Comment 6 Martin Rogge 2010-08-18 18:29:07 UTC
The problem is somewhat random, but this is what I observed earlier: I bootet with init=/bin/bash, and I was able to execute the sleep cycle over 20 times (I didn't really count). After reboot into run level 3 (this time using /sbin/init) I could do the same. I switched to run level 4 (xorg), and when pressing the sleep button for the first time key the system froze.

So this might indicate the problem is to be looked for in the area of drm, video drivers etc.?
Comment 7 Len Brown 2010-08-31 02:26:25 UTC
Martin,
Can you see if any recent i915 driver changes caused this issue to appear?
Comment 8 Martin Rogge 2010-09-13 19:51:12 UTC
(In reply to comment #7)

First off, apologies for the delay which is due to my holiday.

> Martin,
> Can you see if any recent i915 driver changes caused this issue to appear?

With difficulty... When I first noticed the issue the laptop was on xf86-video-intel-2.12.0 and xorg-server-1.7.7. Since the i915 driver is currently a moving target, and since I am troubleshooting unrelated i915 issues on another machine, I installed some existing self-compiled packages on the laptop. Thus I am now on the development version of xf86-video-intel from three weeks ago, compiled for and running under xorg-server-1.8.2. However, the build process and the xorg dependencies are so arcane that I would not want to meddle with it too much.

Did you have any specific version in mind for me to try?

PS: just for info, in the meantime I have tried booting with the kernel parameter acpi_sleep=nonvs but it made no difference.
Comment 9 Martin Rogge 2010-09-13 22:45:39 UTC
currently testing 2.6.36-rc4. So far the problem hasn't shown up, but it is too early to tell.
Comment 10 Len Brown 2010-09-14 01:50:33 UTC
Martin's machine worked fine before 2.6.35.
Alexey, you filed this bug (so it is your bug:-) is that true
for your system too?  Did it suspend reliably before 2.6.35
and the regression started at 2.6.35?  Looks like your
failure was using an ubuntu-compiled kernel.  was there
a previous release of ubuntu or the ubnutu kernel that
worked better?
Comment 11 Oleksij Rempel (fishor) 2010-09-14 05:22:11 UTC
Hard to say. Many kernels i believed worked fine i got to crash some how (normally i use vanilla git kernel). I do not have 100% working regression test. Till today i used clean ubuntu 10.10 for quality testing. Now is time to go back to vanilla :D , today late i will do more testing.

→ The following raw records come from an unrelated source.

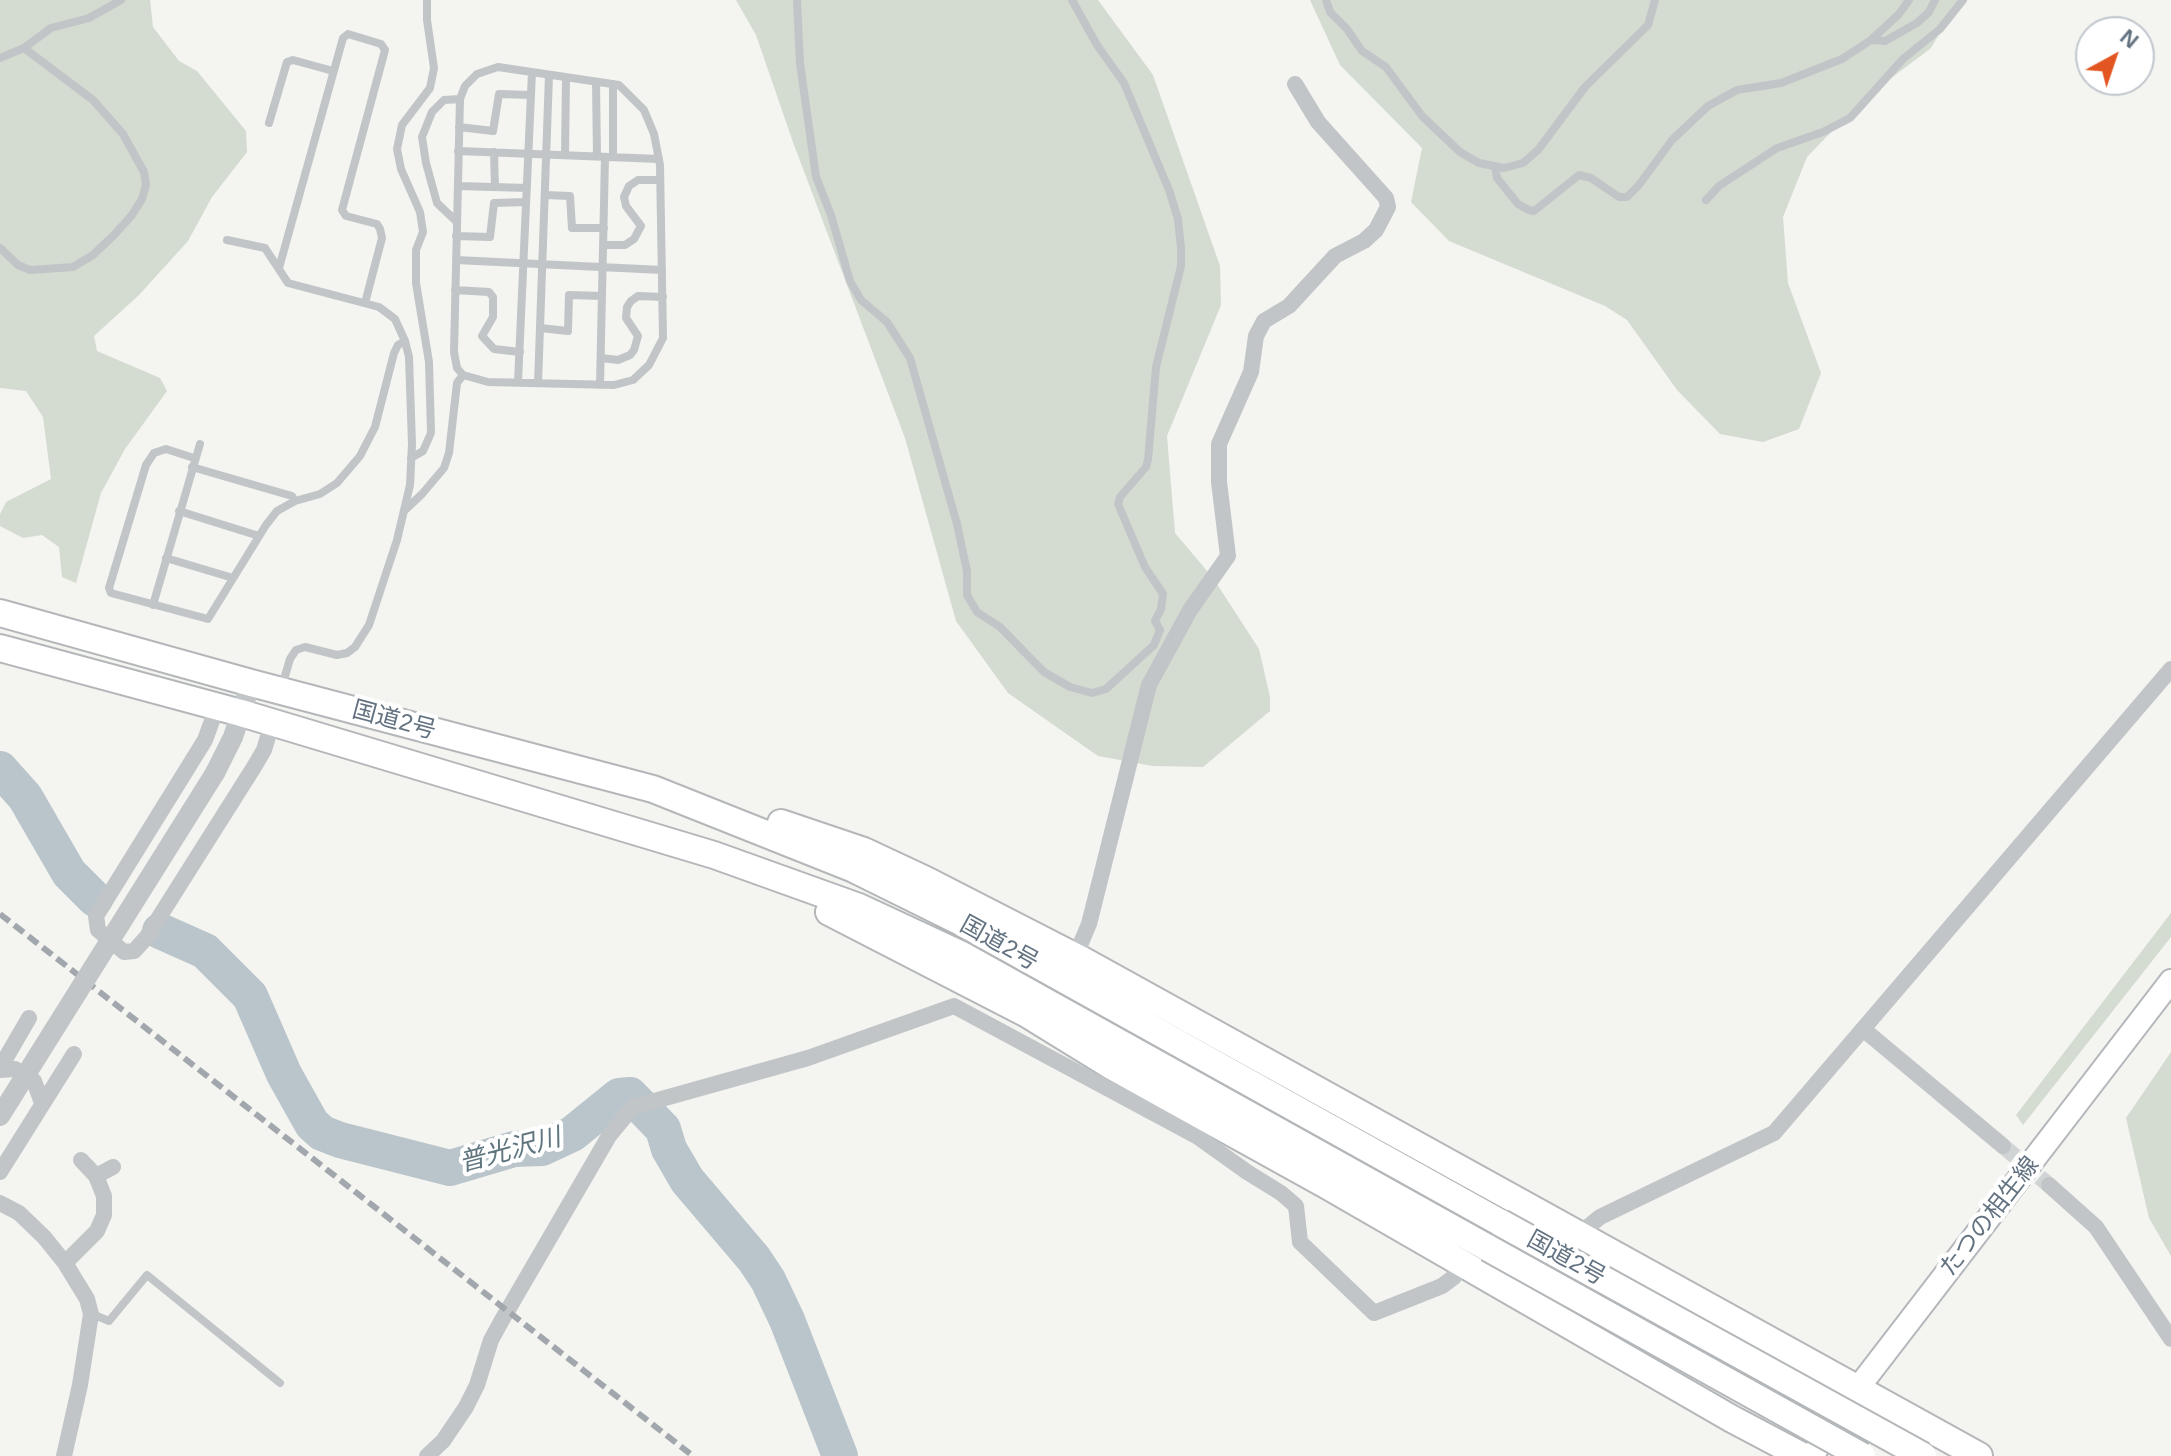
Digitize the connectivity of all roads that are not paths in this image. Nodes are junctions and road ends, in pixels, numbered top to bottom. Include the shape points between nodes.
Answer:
1 (121, 0) edge
2 (427, 0) edge
3 (797, 0) edge
4 (1072, 0) edge
5 (1326, 0) edge
6 (1655, 0) edge
7 (1909, 0) edge
8 (1935, 0) edge
9 (1963, 0) edge
10 (1871, 40) junction
11 (24, 48) junction
12 (0, 58) edge
13 (333, 71) junction
14 (532, 72) junction
15 (549, 75) junction
16 (566, 77) junction
17 (596, 82) junction
18 (613, 84) junction
19 (1295, 84) dead end
20 (531, 95) junction
21 (460, 99) junction
22 (269, 123) dead end
23 (459, 127) junction
24 (458, 151) junction
25 (494, 152) junction
26 (528, 154) junction
27 (546, 154) junction
28 (565, 155) junction
29 (605, 157) junction
30 (659, 159) junction
31 (1495, 166) junction
32 (660, 180) junction
33 (458, 186) junction
34 (495, 187) junction
35 (527, 188) junction
36 (545, 195) junction
37 (1706, 200) dead end
38 (526, 202) junction
39 (457, 222) junction
40 (604, 228) junction
41 (456, 236) junction
42 (227, 240) dead end
43 (603, 245) junction
44 (0, 248) edge
45 (456, 260) junction
46 (523, 263) junction
47 (542, 264) junction
48 (603, 267) junction
49 (279, 268) junction
50 (662, 270) junction
51 (455, 290) junction
52 (602, 296) junction
53 (663, 297) junction
54 (365, 303) junction
55 (540, 328) junction
56 (405, 341) junction
57 (520, 352) junction
58 (601, 358) junction
59 (463, 375) junction
60 (518, 382) junction
61 (538, 383) junction
62 (600, 385) junction
63 (200, 444) dead end
64 (411, 458) junction
65 (193, 462) junction
66 (295, 501) junction
67 (405, 510) junction
68 (179, 511) junction
69 (259, 536) junction
70 (166, 558) junction
71 (233, 578) junction
72 (153, 605) junction
73 (0, 613) edge
74 (0, 648) edge
75 (2171, 669) edge
76 (251, 683) junction
77 (280, 691) junction
78 (229, 710) junction
79 (272, 723) junction
80 (653, 789) junction
81 (714, 855) junction
82 (1075, 957) junction
83 (2171, 981) edge
84 (29, 1018) dead end
85 (1863, 1029) junction
86 (74, 1054) dead end
87 (0, 1069) edge
88 (1132, 1090) junction
89 (42, 1103) junction
90 (0, 1116) edge
91 (2003, 1146) tunnel mouth
92 (81, 1160) dead end
93 (113, 1167) dead end
94 (0, 1172) edge
95 (96, 1176) junction
96 (2049, 1185) tunnel mouth
97 (0, 1203) edge
98 (1583, 1236) junction
99 (1462, 1262) junction
100 (65, 1263) junction
101 (91, 1314) junction
102 (2171, 1339) edge
103 (280, 1383) dead end
104 (1858, 1388) junction
105 (64, 1456) edge
106 (427, 1456) edge
107 (1802, 1456) edge
108 (1812, 1456) edge
109 (1862, 1456) edge
110 (1923, 1456) edge
111 (1979, 1456) edge

1 - 11 lane via 89,18 51,28
2 - 64 lane via 434,68 430,88 402,125 397,149 420,212 423,232 416,250 416,283 429,362 431,433 423,451
3 - 4 lane via 816,177 850,281 910,358 957,524 967,595 977,612 1000,627 1044,672 1092,693 1106,689 1154,645 1160,630 1155,621 1163,594 1135,548 1118,504 1148,460 1156,367 1181,248 1169,190 1124,83
5 - 31 lane via 1362,51 1386,67 1422,116 1460,152
6 - 31 lane via 1648,25 1585,87 1538,150 1523,163
7 - 10 lane
8 - 10 lane via 1917,23 1885,41
9 - 37 lane via 1850,118 1777,148
10 - 31 lane via 1799,77 1737,90 1708,106 1672,140 1627,197 1579,175 1529,210 1497,178
11 - 12 lane
11 - 44 lane via 93,100 123,134 146,185 132,215 93,255 73,267 30,270
13 - 22 lane via 287,62
13 - 49 lane
13 - 54 lane via 348,34 385,50 342,210 380,229
14 - 15 lane
14 - 20 lane
14 - 21 lane via 498,67 477,74
15 - 16 lane
15 - 27 lane
16 - 17 lane
16 - 28 lane
17 - 18 lane
17 - 29 lane
18 - 29 lane
18 - 30 lane via 644,110
19 - 82 street via 1318,122 1386,198 1388,207 1376,230 1335,256 1289,306 1264,321 1256,336 1251,372 1219,444 1228,556 1190,610 1149,685 1093,910
20 - 23 lane via 499,94 493,131
20 - 26 lane
21 - 23 lane
21 - 39 lane via 444,100 432,112 422,137 437,203
23 - 24 lane
24 - 25 lane
24 - 33 lane
25 - 26 lane
25 - 34 lane
26 - 27 lane
26 - 35 lane
27 - 28 lane
27 - 36 lane
28 - 29 lane
29 - 30 lane
29 - 40 lane
30 - 32 lane
32 - 43 lane via 638,180 629,186 624,197 641,226 639,233 625,245
32 - 50 lane
33 - 34 lane
33 - 39 lane
34 - 35 lane
35 - 38 lane
36 - 40 lane via 570,196 572,228
36 - 47 lane
38 - 41 lane via 494,203 490,237
38 - 46 lane
39 - 41 lane
40 - 43 lane
41 - 45 lane
42 - 49 lane via 265,248
43 - 48 lane
45 - 46 lane
45 - 51 lane
46 - 47 lane
46 - 57 lane
47 - 48 lane
47 - 55 lane
48 - 50 lane
48 - 52 lane
49 - 54 lane via 288,283
50 - 53 lane
51 - 57 lane via 489,292 493,317 482,336 494,349
51 - 59 lane via 454,352
52 - 55 lane via 569,295 568,331
52 - 58 lane
53 - 58 lane via 638,296 631,301 626,318 638,336 634,350 618,360
53 - 62 lane via 663,338 649,365 633,380
54 - 56 lane via 395,319
55 - 61 lane
56 - 64 lane
56 - 66 lane via 394,353 375,427 360,456 337,483
57 - 60 lane
58 - 62 lane
59 - 60 lane
59 - 67 lane via 457,383 444,468
60 - 61 lane
61 - 62 lane
63 - 65 lane
64 - 67 lane
65 - 66 lane
65 - 68 lane
65 - 72 lane via 166,449 154,453 146,465 109,588
66 - 69 lane via 277,511
67 - 77 lane via 362,638 337,655 305,647 296,650
68 - 69 lane
68 - 70 lane
69 - 71 lane
70 - 71 lane
70 - 72 lane
71 - 72 lane via 208,619
73 - 76 highway, 国道2号
74 - 78 highway, 国道2号
75 - 85 street
76 - 77 highway, 国道2号
76 - 78 street
77 - 80 highway, 国道2号
78 - 79 highway, 国道2号
78 - 79 street via 96,916 98,930 124,952 134,951 146,938 264,750
78 - 90 street, bridge via 225,756
79 - 81 highway, 国道2号
80 - 82 highway via 864,851
80 - 110 highway, 国道2号, bridge via 854,869 944,914
81 - 88 highway via 1027,1014
81 - 109 highway, 国道2号, bridge via 859,907 962,955
82 - 98 highway
83 - 104 main road, たつの相生線
84 - 87 street
85 - 91 street
85 - 98 street via 1774,1133 1610,1212
86 - 89 street
87 - 89 street via 15,1069 34,1081
88 - 99 highway
88 - 99 street via 1296,1206 1300,1242 1374,1313 1442,1286
88 - 106 street via 954,1006 808,1058 637,1105 609,1136 502,1320 466,1407
89 - 94 street
92 - 95 street
93 - 95 street
95 - 100 street via 104,1215 97,1231
96 - 102 street via 2096,1227
97 - 100 street via 27,1221
98 - 104 highway
99 - 107 highway
100 - 101 street
101 - 103 lane via 109,1321 147,1275
101 - 105 street
104 - 108 main road, たつの相生線
104 - 111 highway

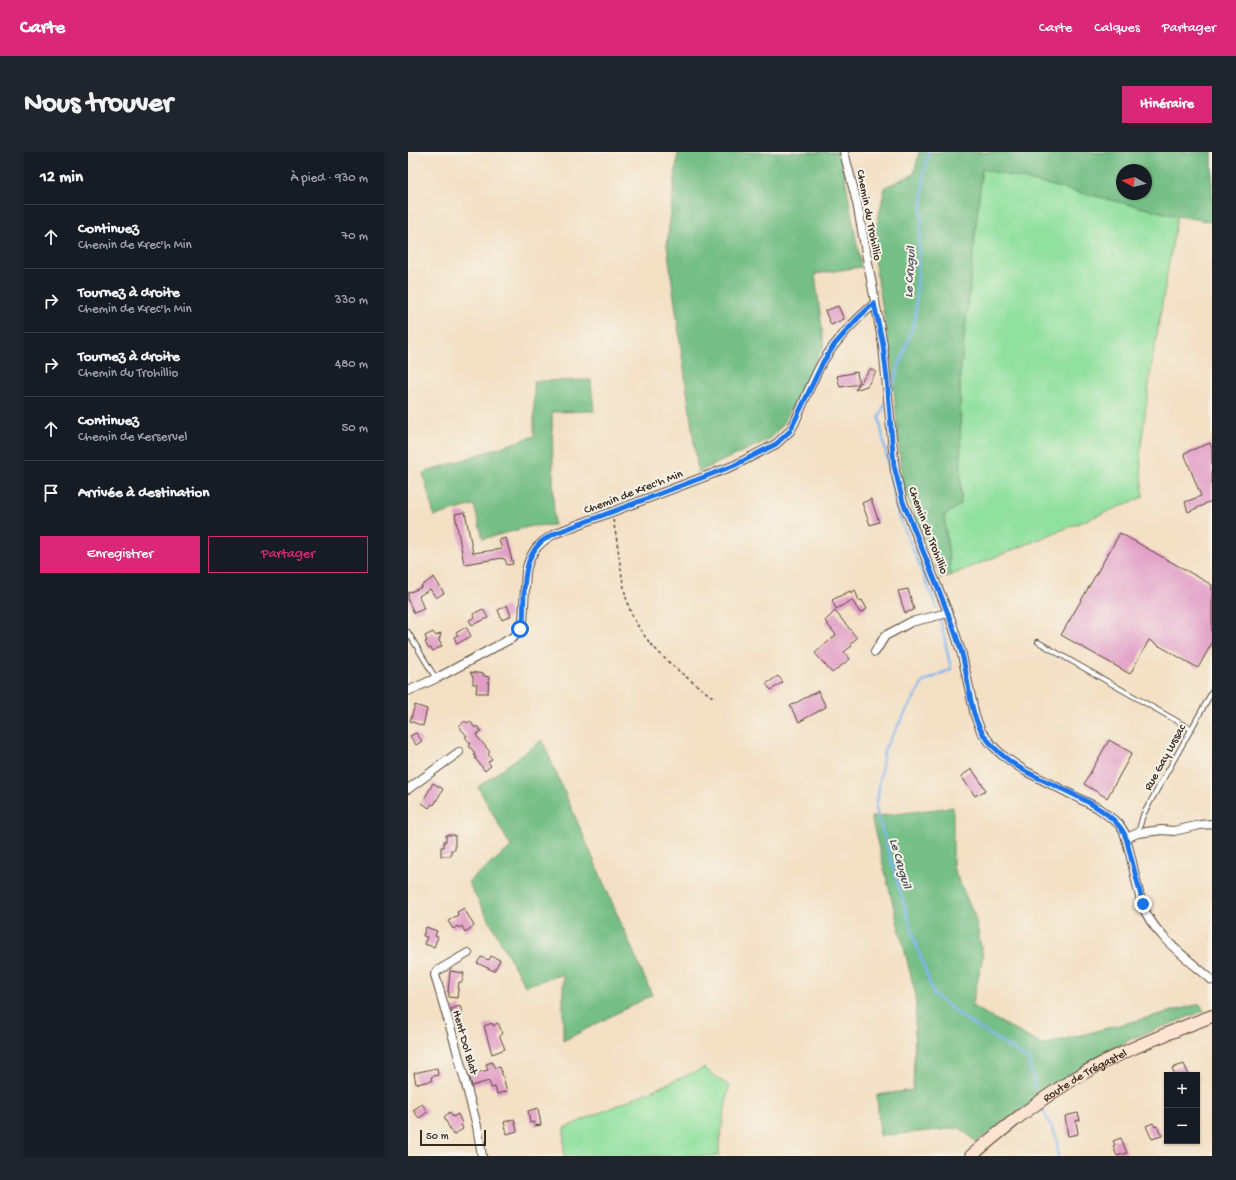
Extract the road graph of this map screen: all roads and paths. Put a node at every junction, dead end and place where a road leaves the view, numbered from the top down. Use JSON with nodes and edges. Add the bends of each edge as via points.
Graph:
{"nodes":[{"id":1,"x":844,"y":152,"type":"edge"},
{"id":2,"x":874,"y":303,"type":"junction"},
{"id":3,"x":611,"y":512,"type":"junction"},
{"id":4,"x":948,"y":613,"type":"junction"},
{"id":5,"x":408,"y":632,"type":"edge"},
{"id":6,"x":1038,"y":642,"type":"dead end"},
{"id":7,"x":875,"y":652,"type":"dead end"},
{"id":8,"x":436,"y":678,"type":"junction"},
{"id":9,"x":408,"y":691,"type":"edge"},
{"id":10,"x":1212,"y":692,"type":"edge"},
{"id":11,"x":716,"y":697,"type":"dead end"},
{"id":12,"x":1191,"y":729,"type":"junction"},
{"id":13,"x":459,"y":752,"type":"dead end"},
{"id":14,"x":408,"y":789,"type":"edge"},
{"id":15,"x":1212,"y":824,"type":"edge"},
{"id":16,"x":1138,"y":833,"type":"junction"},
{"id":17,"x":1126,"y":838,"type":"junction"},
{"id":18,"x":468,"y":953,"type":"dead end"},
{"id":19,"x":1212,"y":980,"type":"edge"},
{"id":20,"x":1212,"y":1016,"type":"edge"},
{"id":21,"x":482,"y":1156,"type":"edge"},
{"id":22,"x":971,"y":1156,"type":"edge"}],
"edges":[{"from":1,"to":2,"type":"street","name":"Chemin du Trohillio","via":[[857,203]]},
{"from":2,"to":3,"type":"street","name":"Chemin de Krec'h Min","via":[[846,331],[823,362],[795,422],[784,438],[733,466]]},
{"from":2,"to":4,"type":"street","name":"Chemin du Trohillio","via":[[883,345],[895,471],[903,502]]},
{"from":3,"to":8,"type":"street","name":"Chemin de Krec'h Min","via":[[556,533],[540,543],[528,565],[523,622],[517,634]]},
{"from":3,"to":11,"type":"path","via":[[628,603],[640,628],[675,669]]},
{"from":4,"to":7,"type":"street","via":[[911,622],[885,636]]},
{"from":4,"to":17,"type":"street","name":"Chemin du Trohillio","via":[[962,655],[975,716],[986,738],[1002,755],[1025,771],[1098,808],[1119,824]]},
{"from":5,"to":8,"type":"lane"},
{"from":6,"to":12,"type":"lane"},
{"from":8,"to":9,"type":"street","name":"Chemin de Krec'h Min"},
{"from":10,"to":12,"type":"lane","name":"Rue Gay Lussac"},
{"from":12,"to":16,"type":"lane","name":"Rue Gay Lussac","via":[[1143,815]]},
{"from":13,"to":14,"type":"street"},
{"from":15,"to":16,"type":"street","via":[[1174,831]]},
{"from":16,"to":17,"type":"street"},
{"from":17,"to":19,"type":"street","name":"Chemin du Trohillio","via":[[1143,904],[1150,918],[1158,931]]},
{"from":18,"to":21,"type":"street","name":"Hent Dol Blat","via":[[437,971],[435,975],[477,1126]]},
{"from":20,"to":22,"type":"main road","name":"Route de Trégastel","via":[[1155,1038],[1076,1078]]}]}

I got serial port working on my PC, let see if can get some more info.
Comment 12 Oleksij Rempel (fishor) 2010-09-16 09:50:53 UTC
I use kernel 2.6.36-rc4-00076-g9c03f16 from git master. And 
xserver-xorg-video-intel:
  Installiert: 2:2.12.0-1ubuntu4
  Kandidat:    2:2.12.0-1ubuntu4
  Versionstabelle:
 *** 2:2.12.0-1ubuntu4 0
        500 http://de.archive.ubuntu.com/ubuntu/ maverick/main amd64 Packages
        100 /var/lib/dpkg/status

After some supends i got short error message:
[drm:i915_hangcheck_elapsed] *ERROR* Hangcheck timer elapsed... GPU idle, missed IRQ.

but it went to suspend and did wake up. It looks like current kernel can work around this hang.
Comment 13 Oleksij Rempel (fishor) 2010-09-16 09:52:53 UTC
Created attachment 30222 [details]
dmesg with "GPU idle, missed IRQ"
Comment 14 Martin Rogge 2010-09-19 20:30:15 UTC
I've had close to 30 real-life suspend & resume events with 2.6.36-rc4, and I think it is now safe to say the problem for me is no longer present with 2.6.36-rc4. 

Question is: what with 2.6.35? Mark the release as burnt or try and fix it?

Martin
Comment 15 Rafael J. Wysocki 2010-09-20 17:01:11 UTC
OK, closing as fixed in mainline.

If you can identify the mainline commit that fixed the issue for you, we can try
to backport it to 2.6.35.y.